» Exercise aim
Please repeat the entries exactly as they appear and omit any images.

» Record set
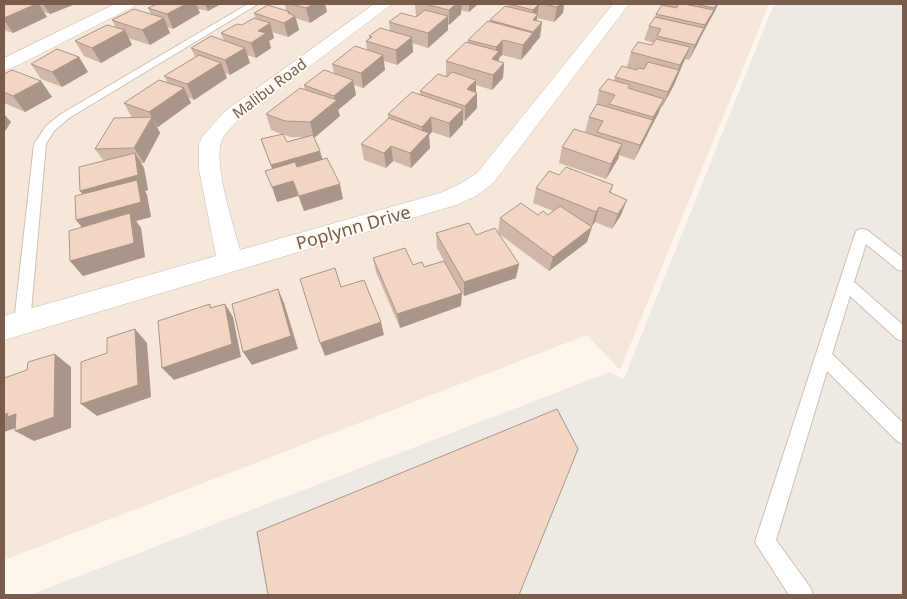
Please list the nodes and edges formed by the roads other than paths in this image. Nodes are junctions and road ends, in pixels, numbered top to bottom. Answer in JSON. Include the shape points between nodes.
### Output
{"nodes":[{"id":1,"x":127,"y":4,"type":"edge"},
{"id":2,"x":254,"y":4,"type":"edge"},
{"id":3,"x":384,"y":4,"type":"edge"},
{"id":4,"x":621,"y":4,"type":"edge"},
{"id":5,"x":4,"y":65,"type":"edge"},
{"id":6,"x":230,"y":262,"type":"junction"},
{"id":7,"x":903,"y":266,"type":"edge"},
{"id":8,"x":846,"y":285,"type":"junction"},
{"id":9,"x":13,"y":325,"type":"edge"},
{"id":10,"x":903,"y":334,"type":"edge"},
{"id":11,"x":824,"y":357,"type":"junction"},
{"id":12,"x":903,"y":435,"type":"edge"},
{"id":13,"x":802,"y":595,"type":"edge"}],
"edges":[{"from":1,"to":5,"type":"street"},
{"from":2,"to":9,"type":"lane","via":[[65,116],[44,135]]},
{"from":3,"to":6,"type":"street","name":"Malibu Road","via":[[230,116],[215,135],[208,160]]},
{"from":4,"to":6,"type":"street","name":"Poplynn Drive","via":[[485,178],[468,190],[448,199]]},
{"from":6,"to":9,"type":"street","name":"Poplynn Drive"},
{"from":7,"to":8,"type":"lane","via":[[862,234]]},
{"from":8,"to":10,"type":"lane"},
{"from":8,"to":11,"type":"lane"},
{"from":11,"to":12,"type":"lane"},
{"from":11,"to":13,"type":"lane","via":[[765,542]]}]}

» Task solution
Please list the nodes and edges formed by the roads other than paths in this image. Nodes are junctions and road ends, in pixels, numbered top to bottom. Answer in JSON. Include the shape points between nodes.
### Output
{"nodes":[{"id":1,"x":127,"y":4,"type":"edge"},
{"id":2,"x":254,"y":4,"type":"edge"},
{"id":3,"x":384,"y":4,"type":"edge"},
{"id":4,"x":621,"y":4,"type":"edge"},
{"id":5,"x":4,"y":65,"type":"edge"},
{"id":6,"x":230,"y":262,"type":"junction"},
{"id":7,"x":903,"y":266,"type":"edge"},
{"id":8,"x":846,"y":285,"type":"junction"},
{"id":9,"x":13,"y":325,"type":"edge"},
{"id":10,"x":903,"y":334,"type":"edge"},
{"id":11,"x":824,"y":357,"type":"junction"},
{"id":12,"x":903,"y":435,"type":"edge"},
{"id":13,"x":802,"y":595,"type":"edge"}],
"edges":[{"from":1,"to":5,"type":"street"},
{"from":2,"to":9,"type":"lane","via":[[65,116],[44,135]]},
{"from":3,"to":6,"type":"street","name":"Malibu Road","via":[[230,116],[215,135],[208,160]]},
{"from":4,"to":6,"type":"street","name":"Poplynn Drive","via":[[485,178],[468,190],[448,199]]},
{"from":6,"to":9,"type":"street","name":"Poplynn Drive"},
{"from":7,"to":8,"type":"lane","via":[[862,234]]},
{"from":8,"to":10,"type":"lane"},
{"from":8,"to":11,"type":"lane"},
{"from":11,"to":12,"type":"lane"},
{"from":11,"to":13,"type":"lane","via":[[765,542]]}]}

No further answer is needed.